Seventeen years after professional baseball player Jim Eisenreich first developed symptoms of Tourette syndrome (TS), the correct diagnosis was finally made.
At age 6, his rapid eye blinking led to a diagnosis of hyperactivity. “I was told I would grow out of it,” says the 39-year-old Eisenreich, who may have played his last game as a Los Angeles Dodger. “I knew I was different even then.”
In the early 1980s, Eisenreich's condition first became public. Since then, his achievements as a professional athlete have made him a role model for other TS patients.
Sports were always a haven for him as he grew up. “I found peace, comfort, and security in sports. Whatever the season, I played the sport—football, baseball, hockey,” says Eisenreich. “Socially, I didn't go to the movies or go out much with girls.”

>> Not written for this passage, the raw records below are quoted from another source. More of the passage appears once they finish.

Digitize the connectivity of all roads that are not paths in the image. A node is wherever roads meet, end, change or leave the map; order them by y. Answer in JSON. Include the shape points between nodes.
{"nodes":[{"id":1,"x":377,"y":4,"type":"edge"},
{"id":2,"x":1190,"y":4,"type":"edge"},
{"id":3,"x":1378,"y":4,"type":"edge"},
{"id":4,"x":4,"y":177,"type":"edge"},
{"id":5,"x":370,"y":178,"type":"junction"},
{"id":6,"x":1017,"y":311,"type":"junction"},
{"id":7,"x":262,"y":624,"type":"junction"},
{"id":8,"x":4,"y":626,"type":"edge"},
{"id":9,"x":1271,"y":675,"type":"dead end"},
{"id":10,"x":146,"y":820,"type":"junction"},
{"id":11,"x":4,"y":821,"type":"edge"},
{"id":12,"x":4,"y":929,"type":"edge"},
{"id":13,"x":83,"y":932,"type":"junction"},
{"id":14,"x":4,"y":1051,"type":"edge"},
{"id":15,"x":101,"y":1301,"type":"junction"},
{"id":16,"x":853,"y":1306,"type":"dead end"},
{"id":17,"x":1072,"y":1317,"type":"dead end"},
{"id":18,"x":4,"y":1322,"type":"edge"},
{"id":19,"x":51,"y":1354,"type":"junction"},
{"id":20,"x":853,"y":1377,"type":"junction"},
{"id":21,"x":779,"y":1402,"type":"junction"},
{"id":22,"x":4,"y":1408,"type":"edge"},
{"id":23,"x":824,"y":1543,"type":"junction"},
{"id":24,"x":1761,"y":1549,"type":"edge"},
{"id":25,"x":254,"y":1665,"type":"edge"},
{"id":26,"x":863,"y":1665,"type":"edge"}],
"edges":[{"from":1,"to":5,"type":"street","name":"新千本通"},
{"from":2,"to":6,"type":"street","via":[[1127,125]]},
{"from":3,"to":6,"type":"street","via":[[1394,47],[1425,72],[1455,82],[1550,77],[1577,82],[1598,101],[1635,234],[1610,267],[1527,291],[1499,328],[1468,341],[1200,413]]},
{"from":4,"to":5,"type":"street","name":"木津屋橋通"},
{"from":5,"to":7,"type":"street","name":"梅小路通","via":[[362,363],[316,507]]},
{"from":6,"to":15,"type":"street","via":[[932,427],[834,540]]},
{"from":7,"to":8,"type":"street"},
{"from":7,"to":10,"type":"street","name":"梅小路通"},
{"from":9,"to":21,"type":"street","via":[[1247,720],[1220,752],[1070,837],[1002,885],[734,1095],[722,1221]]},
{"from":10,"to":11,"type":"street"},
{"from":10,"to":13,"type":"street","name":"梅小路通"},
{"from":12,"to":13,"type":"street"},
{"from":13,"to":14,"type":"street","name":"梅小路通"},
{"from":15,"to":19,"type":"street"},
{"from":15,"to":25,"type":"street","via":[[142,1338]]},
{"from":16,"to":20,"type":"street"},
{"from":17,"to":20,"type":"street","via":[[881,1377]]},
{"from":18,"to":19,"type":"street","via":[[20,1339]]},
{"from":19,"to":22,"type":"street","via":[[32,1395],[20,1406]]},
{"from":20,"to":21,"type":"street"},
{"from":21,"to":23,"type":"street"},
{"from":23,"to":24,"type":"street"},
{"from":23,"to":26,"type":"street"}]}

After 2 years in the minor leagues, he was called up by the Minnesota Twins in 1982 as an outfielder. During the season, a TS specialist recognized his grunting and sniffling as signs of the disease. “I had no idea what the specialist was talking about, and the Twins doctors dismissed it because I didn't have copralalia,” he says. The Twins team physician (an internist) prescribed a sedative. Then Eisenreich tried Inderal, which caused hyperventilation, and Catapres, which caused depression.